▸ **DATASET**:
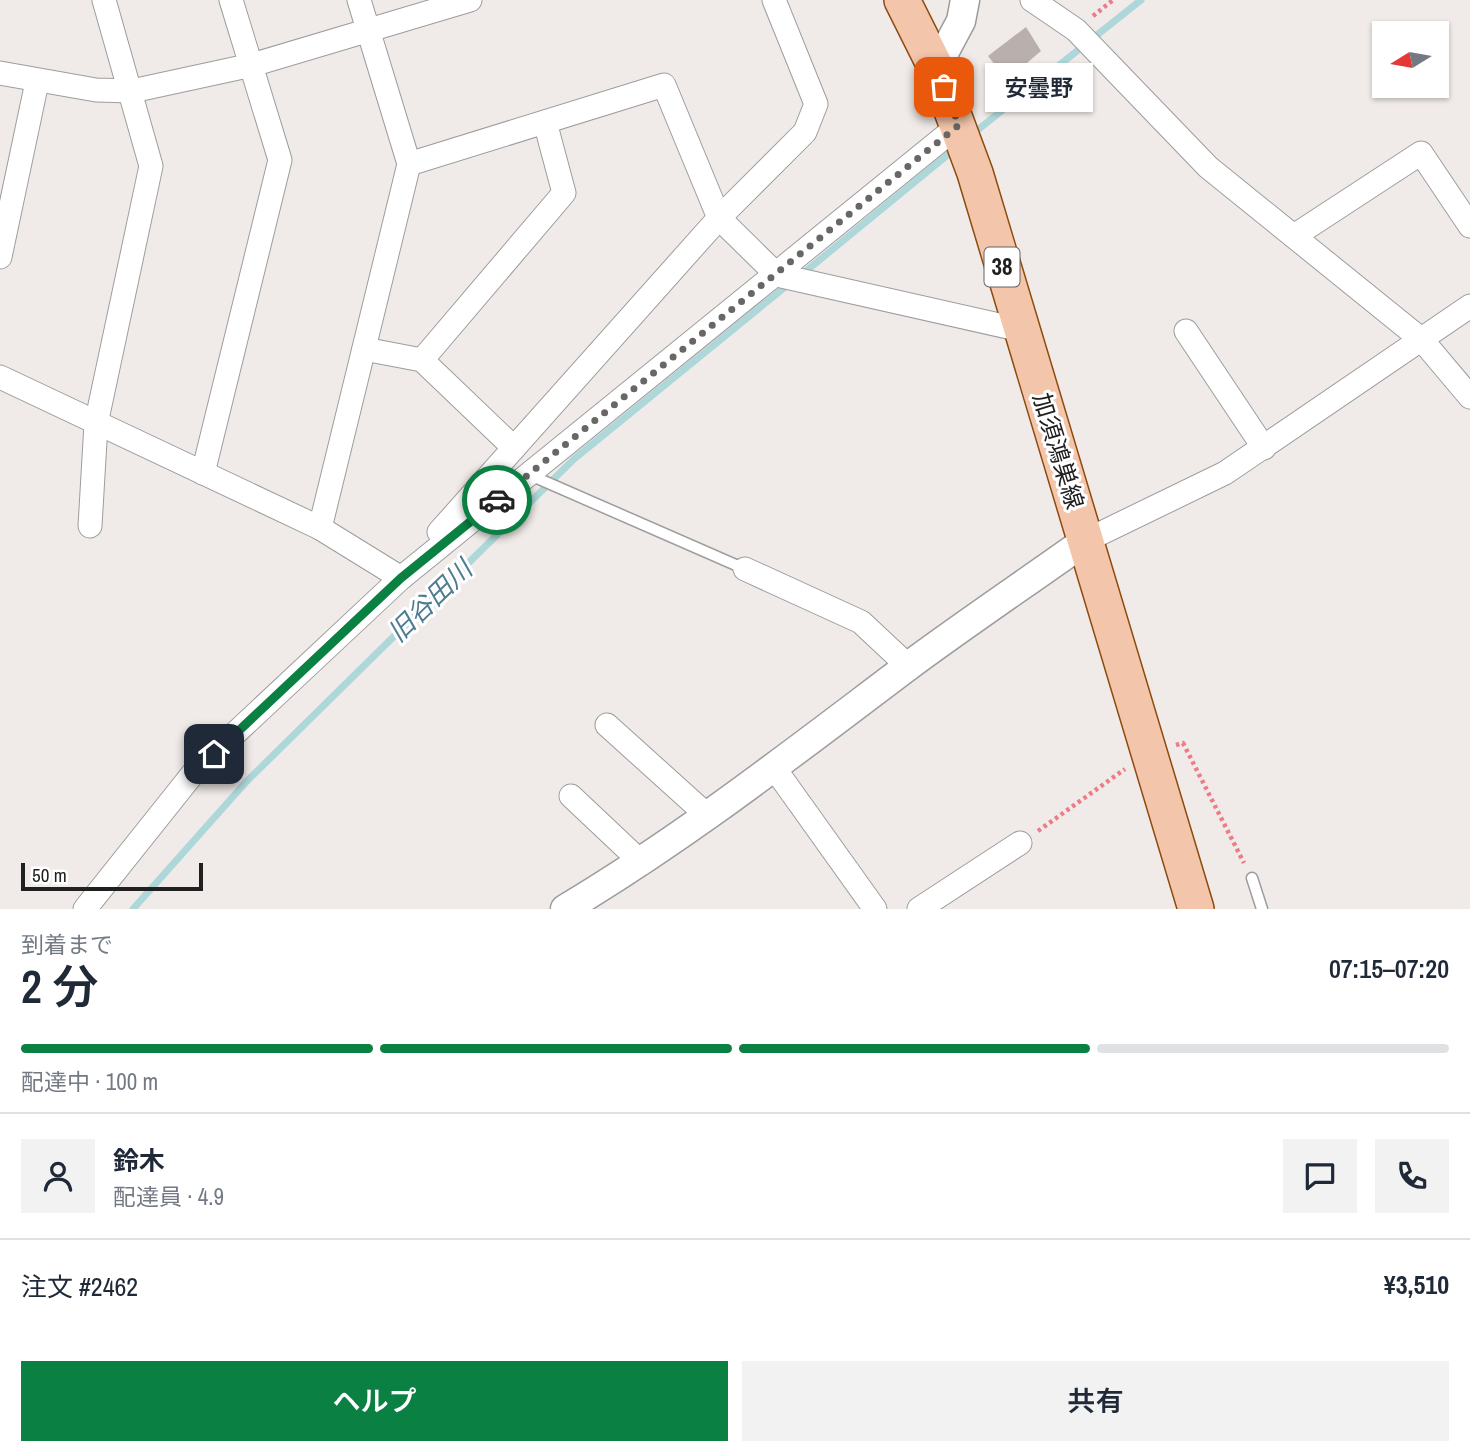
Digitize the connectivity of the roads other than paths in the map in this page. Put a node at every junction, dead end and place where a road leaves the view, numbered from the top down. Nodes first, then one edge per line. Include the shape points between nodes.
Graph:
1 (104, 0) edge
2 (231, 0) edge
3 (359, 0) edge
4 (470, 0) edge
5 (774, 0) edge
6 (902, 0) edge
7 (965, 0) edge
8 (1032, 0) edge
9 (369, 31) junction
10 (252, 65) junction
11 (936, 68) junction
12 (0, 73) edge
13 (37, 82) junction
14 (132, 91) junction
15 (545, 122) junction
16 (959, 125) junction
17 (409, 164) junction
18 (5, 217) edge
19 (719, 218) junction
20 (1470, 226) edge
21 (1294, 236) junction
22 (0, 257) edge
23 (777, 275) junction
24 (1470, 306) edge
25 (1021, 330) junction
26 (1186, 331) dead end
27 (1422, 340) junction
28 (364, 349) junction
29 (422, 360) junction
30 (0, 377) edge
31 (1470, 397) edge
32 (96, 424) junction
33 (1264, 447) junction
34 (514, 448) junction
35 (203, 473) junction
36 (529, 474) junction
37 (90, 526) dead end
38 (320, 528) junction
39 (1085, 541) junction
40 (746, 569) joint
41 (401, 578) junction
42 (908, 666) junction
43 (607, 725) dead end
44 (775, 769) junction
45 (571, 796) dead end
46 (709, 817) junction
47 (1020, 843) road end
48 (642, 863) junction
49 (1253, 881) road end
50 (85, 909) edge
51 (565, 909) edge
52 (874, 909) edge
53 (919, 909) edge
54 (1196, 909) edge
55 (1262, 909) edge

1 - 14 street
2 - 10 street
3 - 9 street
4 - 9 street
5 - 19 street via 816,104 805,132
6 - 11 main road, 加須鴻巣線 / 38
7 - 11 street via 961,21
8 - 21 street via 1076,30 1208,167
9 - 10 street
9 - 17 street
10 - 14 street
10 - 35 street via 280,160
11 - 16 main road, 加須鴻巣線 / 38
12 - 13 street
13 - 14 street
13 - 18 street
14 - 32 street via 151,166
15 - 17 street
15 - 19 street via 664,85
15 - 29 street via 564,194
16 - 23 street
16 - 25 main road, 加須鴻巣線 / 38
17 - 28 street
18 - 22 street
19 - 23 street
19 - 34 street
20 - 21 street via 1421,153
21 - 27 street
23 - 25 street
23 - 36 street
24 - 27 street
25 - 39 main road, 加須鴻巣線 / 38
26 - 33 street
27 - 31 street
27 - 33 street
28 - 29 street
28 - 38 street
29 - 34 street
30 - 32 street
32 - 35 street
32 - 37 street
33 - 39 street via 1225,473
34 - 41 street
35 - 38 street
36 - 40 lane
36 - 41 street
38 - 41 street
39 - 42 street
39 - 54 main road, 加須鴻巣線 / 38
40 - 42 street via 860,622
41 - 50 street via 195,771
42 - 44 street
43 - 46 street
44 - 46 street
44 - 52 street
45 - 48 street
46 - 48 street
47 - 53 street
48 - 51 street
49 - 55 lane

▸ **WHAT THE TASK ASKS**: Repeat each entry exactly as given; no pictures belong in the copy.

▸ **EXPECTED OUTPUT**:
Digitize the connectivity of the roads other than paths in the map in this page. Put a node at every junction, dead end and place where a road leaves the view, numbered from the top down. Nodes first, then one edge per line. Include the shape points between nodes.
Graph:
1 (104, 0) edge
2 (231, 0) edge
3 (359, 0) edge
4 (470, 0) edge
5 (774, 0) edge
6 (902, 0) edge
7 (965, 0) edge
8 (1032, 0) edge
9 (369, 31) junction
10 (252, 65) junction
11 (936, 68) junction
12 (0, 73) edge
13 (37, 82) junction
14 (132, 91) junction
15 (545, 122) junction
16 (959, 125) junction
17 (409, 164) junction
18 (5, 217) edge
19 (719, 218) junction
20 (1470, 226) edge
21 (1294, 236) junction
22 (0, 257) edge
23 (777, 275) junction
24 (1470, 306) edge
25 (1021, 330) junction
26 (1186, 331) dead end
27 (1422, 340) junction
28 (364, 349) junction
29 (422, 360) junction
30 (0, 377) edge
31 (1470, 397) edge
32 (96, 424) junction
33 (1264, 447) junction
34 (514, 448) junction
35 (203, 473) junction
36 (529, 474) junction
37 (90, 526) dead end
38 (320, 528) junction
39 (1085, 541) junction
40 (746, 569) joint
41 (401, 578) junction
42 (908, 666) junction
43 (607, 725) dead end
44 (775, 769) junction
45 (571, 796) dead end
46 (709, 817) junction
47 (1020, 843) road end
48 (642, 863) junction
49 (1253, 881) road end
50 (85, 909) edge
51 (565, 909) edge
52 (874, 909) edge
53 (919, 909) edge
54 (1196, 909) edge
55 (1262, 909) edge

1 - 14 street
2 - 10 street
3 - 9 street
4 - 9 street
5 - 19 street via 816,104 805,132
6 - 11 main road, 加須鴻巣線 / 38
7 - 11 street via 961,21
8 - 21 street via 1076,30 1208,167
9 - 10 street
9 - 17 street
10 - 14 street
10 - 35 street via 280,160
11 - 16 main road, 加須鴻巣線 / 38
12 - 13 street
13 - 14 street
13 - 18 street
14 - 32 street via 151,166
15 - 17 street
15 - 19 street via 664,85
15 - 29 street via 564,194
16 - 23 street
16 - 25 main road, 加須鴻巣線 / 38
17 - 28 street
18 - 22 street
19 - 23 street
19 - 34 street
20 - 21 street via 1421,153
21 - 27 street
23 - 25 street
23 - 36 street
24 - 27 street
25 - 39 main road, 加須鴻巣線 / 38
26 - 33 street
27 - 31 street
27 - 33 street
28 - 29 street
28 - 38 street
29 - 34 street
30 - 32 street
32 - 35 street
32 - 37 street
33 - 39 street via 1225,473
34 - 41 street
35 - 38 street
36 - 40 lane
36 - 41 street
38 - 41 street
39 - 42 street
39 - 54 main road, 加須鴻巣線 / 38
40 - 42 street via 860,622
41 - 50 street via 195,771
42 - 44 street
43 - 46 street
44 - 46 street
44 - 52 street
45 - 48 street
46 - 48 street
47 - 53 street
48 - 51 street
49 - 55 lane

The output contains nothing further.